Bacterial flavohemoglobins (fHbs) are a widely distributed class of proteins which are though to protect microbes from nitrosative stress due to the immune response of a host organism via nitric oxide dioxygenase (NOD) activity. There has been interest lately in developing fHbs as targets for antibiotics due to their ubiquity in bacteria and the discovery of inhibition of NOD activity of fHbs by azole-based drugs which bind with high affinity (<12 μM). To determine how azole drugs affect fHbs we have used photoacoustic calorimetry (PAC) and transient absorption spectroscopy (TA) to calculate enthalpy and volume changes (ΔH and ΔV) and kinetic parameters for CO photorelease and rebinding to fHbs from Cupriavidus necator (FHP) and Staphylococcus aureus (HMPSa) in the presence and absence of the drugs ketoconazole and miconazole.
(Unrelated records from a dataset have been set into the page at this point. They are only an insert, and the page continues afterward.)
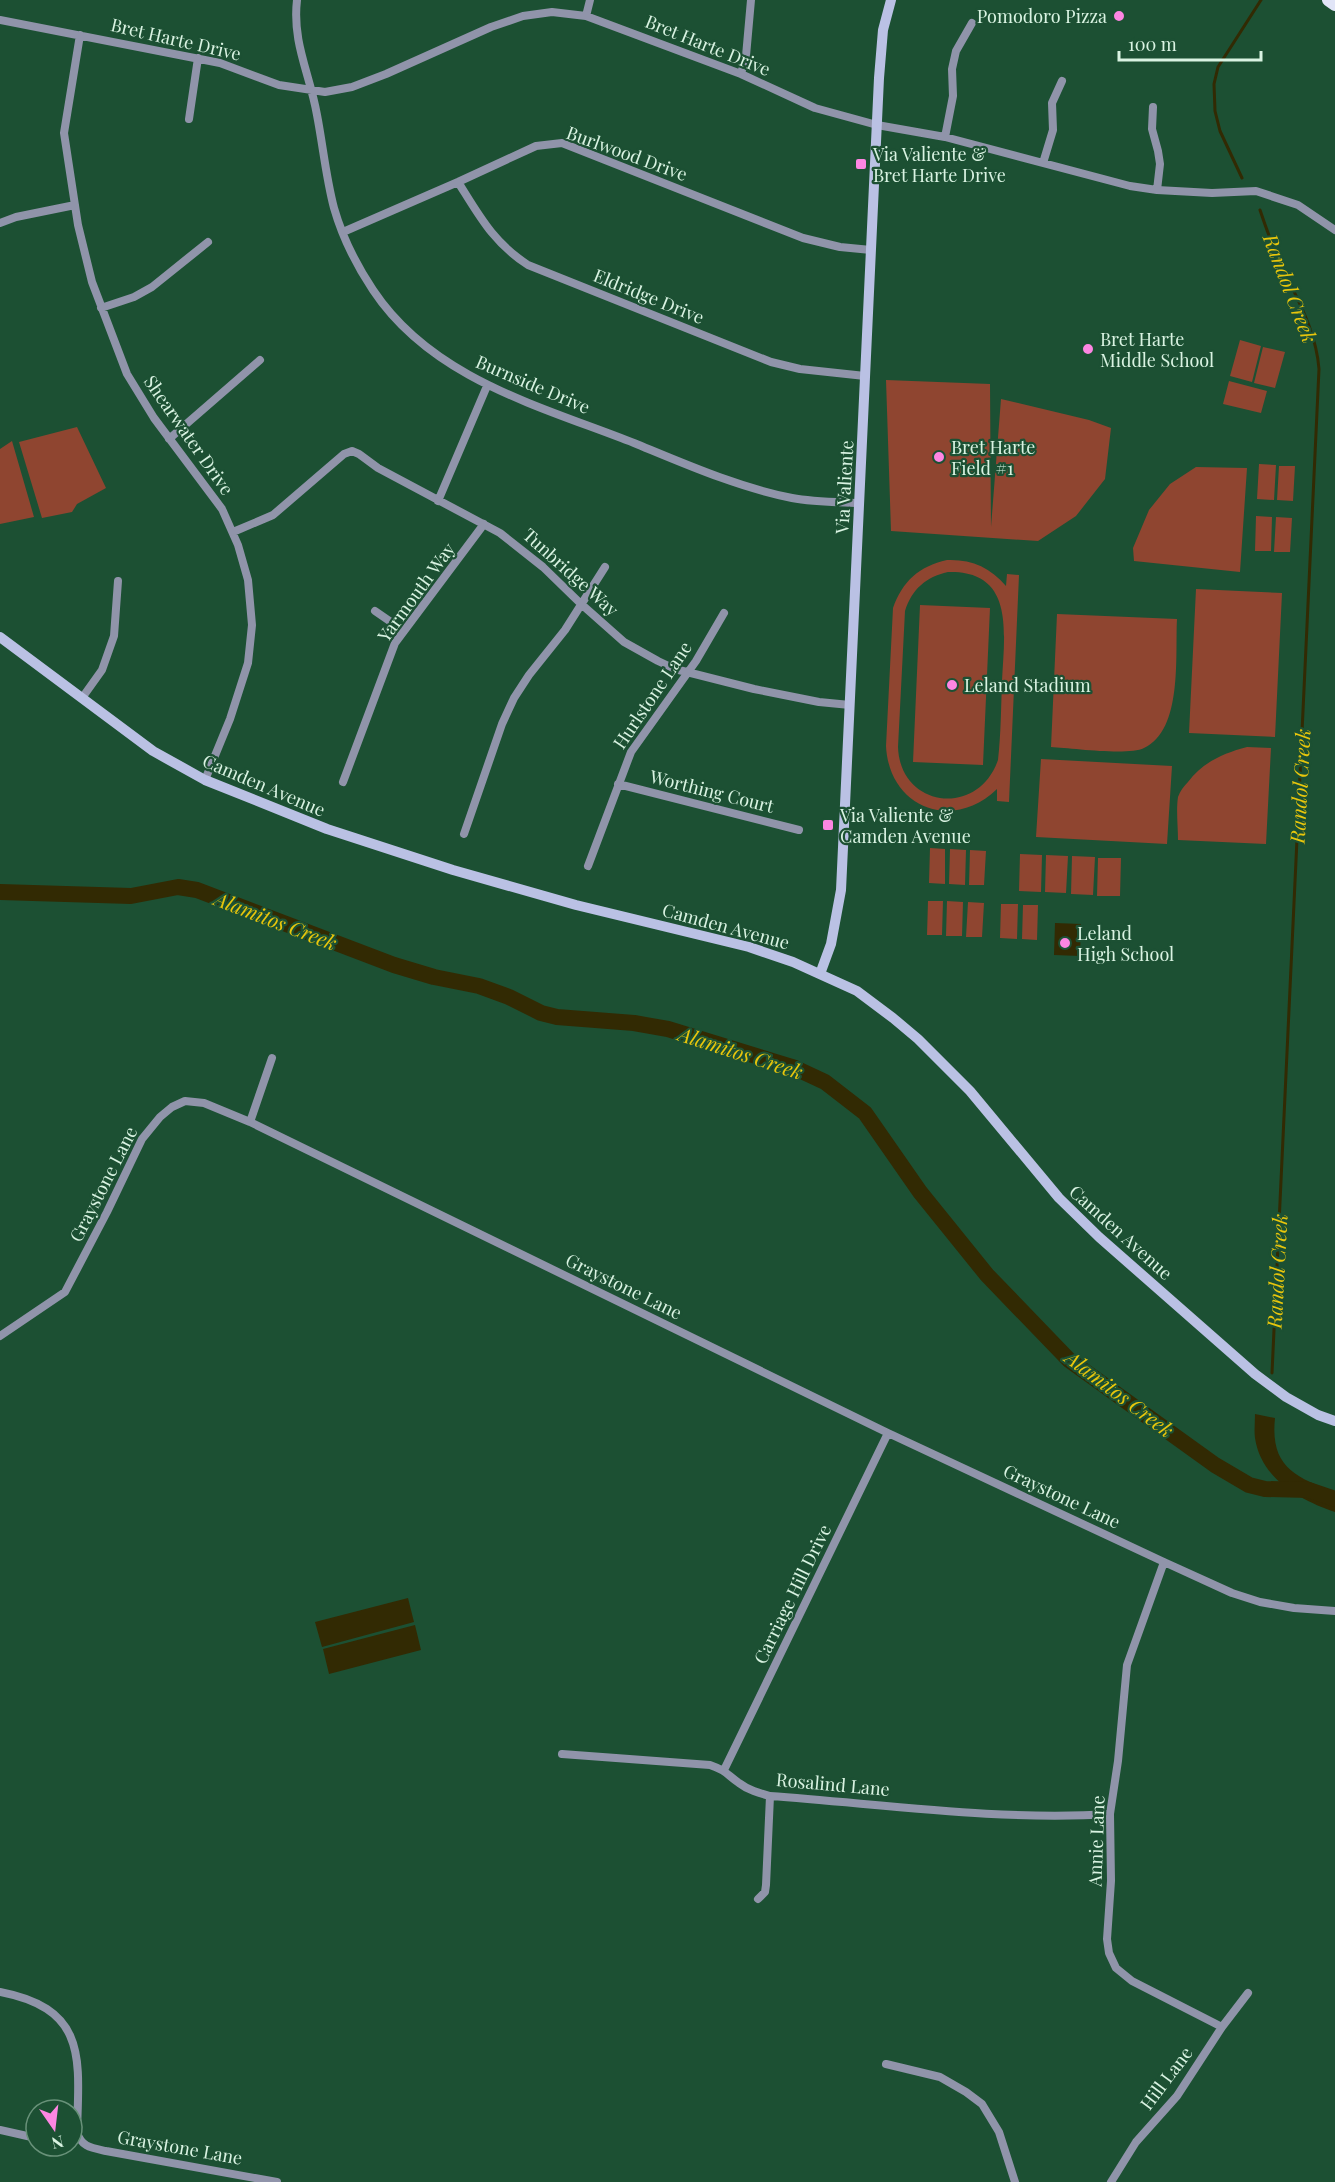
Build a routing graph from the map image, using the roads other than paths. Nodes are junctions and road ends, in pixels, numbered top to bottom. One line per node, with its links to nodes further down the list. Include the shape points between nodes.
1 (297, 0): 14 (street, Burnside Drive, via 296,36)
2 (590, 0): 7 (street)
3 (751, 0): 12 (street)
4 (891, 0): 17 (street, Via Valiente, via 884,30)
5 (1328, 0): 6 (main road)
6 (1335, 5)
7 (586, 16): 12 (street, Bret Harte Drive); 14 (street, Bret Harte Drive, via 552,12 523,16 352,87)
8 (0, 20): 10 (street, Bret Harte Drive)
9 (972, 22): 18 (street, via 954,60 952,103)
10 (80, 35): 11 (street, Bret Harte Drive); 22 (street, Shearwater Drive, via 64,133)
11 (198, 58): 14 (street, Bret Harte Drive, via 279,85); 16 (street)
12 (741, 74): 17 (street, Bret Harte Drive, via 815,108)
13 (1062, 81): 19 (street, via 1052,103 1053,130)
14 (312, 91): 25 (street, Burnside Drive, via 334,209)
15 (1153, 107): 21 (street, via 1152,129 1160,164)
16 (189, 118)
17 (877, 125): 18 (street, Bret Harte Drive); 27 (street, Via Valiente)
18 (945, 137): 19 (street, Bret Harte Drive)
19 (1043, 163): 21 (street, Bret Harte Drive)
20 (458, 182): 25 (street, Burlwood Drive); 27 (street, Burlwood Drive, via 536,146 562,143 803,238); 30 (street, Eldridge Drive, via 496,239 528,265 771,362)
21 (1157, 190): 24 (street, Bret Harte Drive, via 1256,191 1298,205)
22 (75, 205): 23 (street); 28 (street, Shearwater Drive, via 85,257)
23 (0, 223)
24 (1335, 230)
25 (343, 232): 31 (street, Burnside Drive, via 373,290 410,334 437,357)
26 (208, 242): 28 (street, via 152,287)
27 (872, 250): 30 (street, Via Valiente)
28 (101, 308): 32 (street, Shearwater Drive, via 127,374)
29 (260, 360): 32 (street)
30 (866, 376): 34 (street, Via Valiente)
31 (487, 386): 33 (street); 34 (street, Burnside Drive, via 737,484 794,499)
32 (169, 439): 36 (street, Shearwater Drive, via 214,498)
33 (438, 501): 35 (street, Tunbridge Way); 36 (street, Tunbridge Way, via 352,451 273,515)
34 (859, 503): 46 (street, Via Valiente)
35 (484, 524): 39 (street, Tunbridge Way, via 520,547); 42 (street, Yarmouth Way)
36 (233, 532): 47 (street, Shearwater Drive, via 249,587 250,649 243,682)
37 (606, 567): 39 (street)
38 (118, 581): 45 (street, via 114,636 102,670)
39 (580, 603): 44 (street, Tunbridge Way, via 624,642 658,662); 51 (street, via 565,630 514,698)
40 (375, 611): 42 (street)
41 (724, 613): 44 (street, Hurlstone Lane)
42 (404, 631): 48 (street, Yarmouth Way)
43 (0, 637): 45 (street, Camden Avenue)
44 (688, 672): 46 (street, Tunbridge Way, via 754,689); 49 (street, Hurlstone Lane, via 631,752)
45 (82, 698): 47 (street, Camden Avenue, via 153,751)
46 (850, 705): 53 (street, Via Valiente, via 841,890 831,945)
47 (205, 780): 53 (street, Camden Avenue, via 327,829 453,870 749,947)
48 (343, 782)
49 (618, 784): 50 (street, Worthing Court); 52 (street, Hurlstone Lane)
50 (799, 830)
51 (464, 834)
52 (588, 866)
53 (820, 974): 57 (street, Camden Avenue, via 869,999 918,1039 970,1091 1066,1206 1256,1374 1286,1397)
54 (272, 1058): 55 (street)
55 (250, 1122): 56 (street, Graystone Lane, via 204,1102 185,1101 160,1117 142,1138 65,1292); 58 (street, Graystone Lane)
56 (0, 1336)
57 (1335, 1421)
58 (888, 1433): 59 (street, Graystone Lane); 62 (street, Carriage Hill Drive)
59 (1164, 1562): 60 (street, Graystone Lane, via 1260,1602); 64 (street, Annie Lane, via 1127,1665)
60 (1335, 1611)
61 (562, 1754): 62 (street, Rosalind Lane, via 710,1765)
62 (724, 1770): 63 (street, Rosalind Lane, via 749,1789)
63 (770, 1796): 64 (street, Rosalind Lane, via 1022,1815); 65 (street, via 766,1885)
64 (1110, 1814): 68 (street, Annie Lane, via 1107,1939 1116,1968 1132,1981)
65 (758, 1899)
66 (0, 1992): 70 (street, Graystone Lane, via 47,2008 69,2032 78,2067)
67 (1248, 1993): 68 (street, Hill Lane)
68 (1222, 2027): 76 (street, Hill Lane, via 1177,2096 1136,2142)
69 (886, 2064): 75 (street, via 940,2077 982,2104 999,2132)
70 (78, 2098)
71 (0, 2130): 72 (street)
72 (24, 2135)
73 (84, 2145): 74 (street, Graystone Lane)
74 (277, 2182)
75 (1015, 2182)
76 (1111, 2182)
We observe that binding of drugs to fHbs results in a more exothermic ΔH for CO photorelease and faster bimolecular rebinding of CO. We also use classical molecular dynamics (cMD) to characterize ligand migration pathways present in FHP. We have conducted cMD simulations of CO-FHP WT and FHP WT containing free CO molecules using a locally enhanced sampling (LES) algorithm. We have carried out a 10 ns simulation of CO-FHP WT and a 30 ns simulation of the LES-enabled CO:FHP WT. We observe dissociation of 18 of 20 LES-enhanced CO molecules from the distal heme pocket. The primary escape pathways are between the CD-loop and heme-propionate groups and through a pathway exiting the protein matrix near the N-terminal end of the A-helix. These pathways are close to the locations of ketoconazole and miconazole binding predicted by AutoDock Vina, suggesting that drug binding inhibits NOD activity by closing migration pathways for O2 and NO.